Ten felt like nothing more than the first time Alticia, her potions mistress, had slapped her across the face for the first time, more shocked than hurt, but still plenty hurt. Did I deserve that? I made the analogy, after all. But also… fuck that. She forced a steadiness into her voice, "Master Caridin, why didn't you just destroy it?"

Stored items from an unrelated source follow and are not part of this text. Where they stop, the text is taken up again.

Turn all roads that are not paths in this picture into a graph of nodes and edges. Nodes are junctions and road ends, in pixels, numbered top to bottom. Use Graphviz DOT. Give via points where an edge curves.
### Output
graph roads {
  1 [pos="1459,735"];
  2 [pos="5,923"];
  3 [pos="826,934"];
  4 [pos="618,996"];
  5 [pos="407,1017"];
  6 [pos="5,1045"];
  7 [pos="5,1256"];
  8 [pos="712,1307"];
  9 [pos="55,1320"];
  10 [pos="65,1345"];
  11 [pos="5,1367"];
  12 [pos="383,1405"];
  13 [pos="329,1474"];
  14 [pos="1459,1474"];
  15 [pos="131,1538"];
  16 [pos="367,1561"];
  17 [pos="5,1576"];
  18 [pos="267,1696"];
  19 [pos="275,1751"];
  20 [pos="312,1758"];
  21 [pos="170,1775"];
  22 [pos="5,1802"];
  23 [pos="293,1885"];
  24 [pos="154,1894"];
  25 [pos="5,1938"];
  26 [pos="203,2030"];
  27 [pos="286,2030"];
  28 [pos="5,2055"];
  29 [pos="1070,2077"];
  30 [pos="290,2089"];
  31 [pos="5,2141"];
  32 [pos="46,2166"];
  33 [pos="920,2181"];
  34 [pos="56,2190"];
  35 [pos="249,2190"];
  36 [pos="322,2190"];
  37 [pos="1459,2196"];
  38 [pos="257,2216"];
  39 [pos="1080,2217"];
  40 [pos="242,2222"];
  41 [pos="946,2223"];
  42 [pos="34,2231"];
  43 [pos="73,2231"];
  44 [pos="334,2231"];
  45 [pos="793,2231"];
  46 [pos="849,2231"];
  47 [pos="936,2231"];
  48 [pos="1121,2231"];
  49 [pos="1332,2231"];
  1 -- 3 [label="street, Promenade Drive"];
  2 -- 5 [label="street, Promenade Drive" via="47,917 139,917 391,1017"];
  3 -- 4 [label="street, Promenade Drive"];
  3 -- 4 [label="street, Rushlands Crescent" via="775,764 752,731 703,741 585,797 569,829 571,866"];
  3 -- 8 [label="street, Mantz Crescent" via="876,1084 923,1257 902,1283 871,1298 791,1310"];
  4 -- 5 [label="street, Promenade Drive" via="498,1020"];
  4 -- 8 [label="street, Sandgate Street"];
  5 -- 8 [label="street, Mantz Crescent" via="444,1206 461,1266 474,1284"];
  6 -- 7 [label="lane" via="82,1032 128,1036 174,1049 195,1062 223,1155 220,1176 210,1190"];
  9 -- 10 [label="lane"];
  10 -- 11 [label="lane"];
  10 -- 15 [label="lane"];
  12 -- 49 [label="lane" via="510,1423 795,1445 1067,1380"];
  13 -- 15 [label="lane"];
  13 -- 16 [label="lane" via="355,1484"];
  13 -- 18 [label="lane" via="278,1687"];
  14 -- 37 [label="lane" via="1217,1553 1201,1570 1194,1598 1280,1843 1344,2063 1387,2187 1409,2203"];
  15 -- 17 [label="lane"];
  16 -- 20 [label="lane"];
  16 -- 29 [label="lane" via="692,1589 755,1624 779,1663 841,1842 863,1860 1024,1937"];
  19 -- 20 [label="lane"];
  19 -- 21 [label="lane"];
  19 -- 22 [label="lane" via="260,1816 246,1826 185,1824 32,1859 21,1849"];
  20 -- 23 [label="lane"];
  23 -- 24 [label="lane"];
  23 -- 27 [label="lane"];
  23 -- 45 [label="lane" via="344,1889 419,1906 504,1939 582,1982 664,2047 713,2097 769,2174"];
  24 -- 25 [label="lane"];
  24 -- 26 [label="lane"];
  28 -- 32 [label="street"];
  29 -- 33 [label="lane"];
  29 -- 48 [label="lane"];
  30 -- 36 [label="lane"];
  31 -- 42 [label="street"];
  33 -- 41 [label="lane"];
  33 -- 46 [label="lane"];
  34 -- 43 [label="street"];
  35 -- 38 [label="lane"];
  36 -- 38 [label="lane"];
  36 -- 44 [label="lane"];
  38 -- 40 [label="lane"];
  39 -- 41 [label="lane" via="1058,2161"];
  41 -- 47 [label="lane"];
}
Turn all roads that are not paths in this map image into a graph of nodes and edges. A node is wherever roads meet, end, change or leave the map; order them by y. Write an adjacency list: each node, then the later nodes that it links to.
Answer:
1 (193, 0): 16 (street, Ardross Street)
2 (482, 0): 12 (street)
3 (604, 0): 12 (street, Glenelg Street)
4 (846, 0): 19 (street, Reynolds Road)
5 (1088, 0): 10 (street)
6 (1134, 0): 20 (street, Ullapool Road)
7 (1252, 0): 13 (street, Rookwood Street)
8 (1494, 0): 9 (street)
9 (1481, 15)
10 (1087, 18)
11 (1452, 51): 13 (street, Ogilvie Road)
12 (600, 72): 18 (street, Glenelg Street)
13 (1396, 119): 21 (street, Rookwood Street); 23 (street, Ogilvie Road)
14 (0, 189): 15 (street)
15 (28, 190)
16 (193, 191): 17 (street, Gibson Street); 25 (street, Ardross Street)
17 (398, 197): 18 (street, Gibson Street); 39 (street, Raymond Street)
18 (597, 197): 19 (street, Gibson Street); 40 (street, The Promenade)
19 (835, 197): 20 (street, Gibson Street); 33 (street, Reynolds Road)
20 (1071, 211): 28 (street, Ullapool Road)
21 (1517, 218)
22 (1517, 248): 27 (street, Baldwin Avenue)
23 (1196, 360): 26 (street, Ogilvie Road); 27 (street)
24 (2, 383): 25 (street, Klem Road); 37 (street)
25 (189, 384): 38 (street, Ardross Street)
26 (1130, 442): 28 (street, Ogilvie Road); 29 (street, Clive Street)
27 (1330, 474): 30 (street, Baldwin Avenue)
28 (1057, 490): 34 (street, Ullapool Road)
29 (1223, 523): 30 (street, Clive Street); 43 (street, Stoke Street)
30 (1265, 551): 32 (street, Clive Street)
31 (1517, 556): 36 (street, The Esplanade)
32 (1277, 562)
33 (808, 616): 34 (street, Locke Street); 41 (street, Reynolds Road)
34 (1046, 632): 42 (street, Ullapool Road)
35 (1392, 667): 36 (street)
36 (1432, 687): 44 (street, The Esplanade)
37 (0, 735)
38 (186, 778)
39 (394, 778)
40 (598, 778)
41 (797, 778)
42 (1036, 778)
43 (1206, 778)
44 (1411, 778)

"I cannot destroy what which made me," Caridin said.

"Could someone else?"

"Don't you dare," Branka growled.

"Bitch, if we were in Denerim I would have invited you to catch me outside long ago," said Ten. She had been making an effort to speak 'properly' her whole time underground, lest nobody understand her. But now, she let it all slip. She took a step towards the anvil. Branka got in front of her.

"Teneira," Branka said, trying another tack, "You're clearly a smart woman. This is technology we will never be able to recreate."

"Here's the thing," Ten said, "If I believed for a minute you'd be down here figuring out a way to animate stone without imprisoning people in said stone for eternity, I'd walk right out, let you do whatever you want. But I saw what you did to…" Laryn. "Hespith."

"Don't talk about Hespith," Branka said.

"You know she's dead, right?" Ten said, "I saw it happen. She walked right off a ledge in front of me." She reached up instinctively and remembered she had not worn earrings for ages. She she reached up, fingers sliding under her cap and into her hair.

"Don't you fucking talk about Hespith," Branka said, very quietly.

"She died regretting she ever met you," Ten said, "If you come at me right now, that''s your legacy. You can still turn this around."

"Or what?"

"Or you can let it the fuck go!"

"You know what I sacrificed for this."

Ten glanced around her, "Back up," she said to her companions. For once, nobody argued with her, but Morrigan did, momentarily, narrow her eyes as she obeyed.

"You couldn't even get here without me," Ten said, waiting, watching from the corner of her eye as they got back.

"Well, now I'm here," Branka said, grinning, "And what the fuck are you going to do about it?"

Ten's fingers found what they sought. She would never in her life fully master the fluidity with which Branka simultaneously performed two unrelated actions with two different parts of her body, but she came close at that moment, throwing the glass vial as hard as she could approximately five feet behind the crazed smith and simultaneously jumping clear of the blast that ensued. She landed awkwardly, her head cracking against a stray rock. She saw stars for a moment, and then let the darkness creeping around the edges of her vision win the day.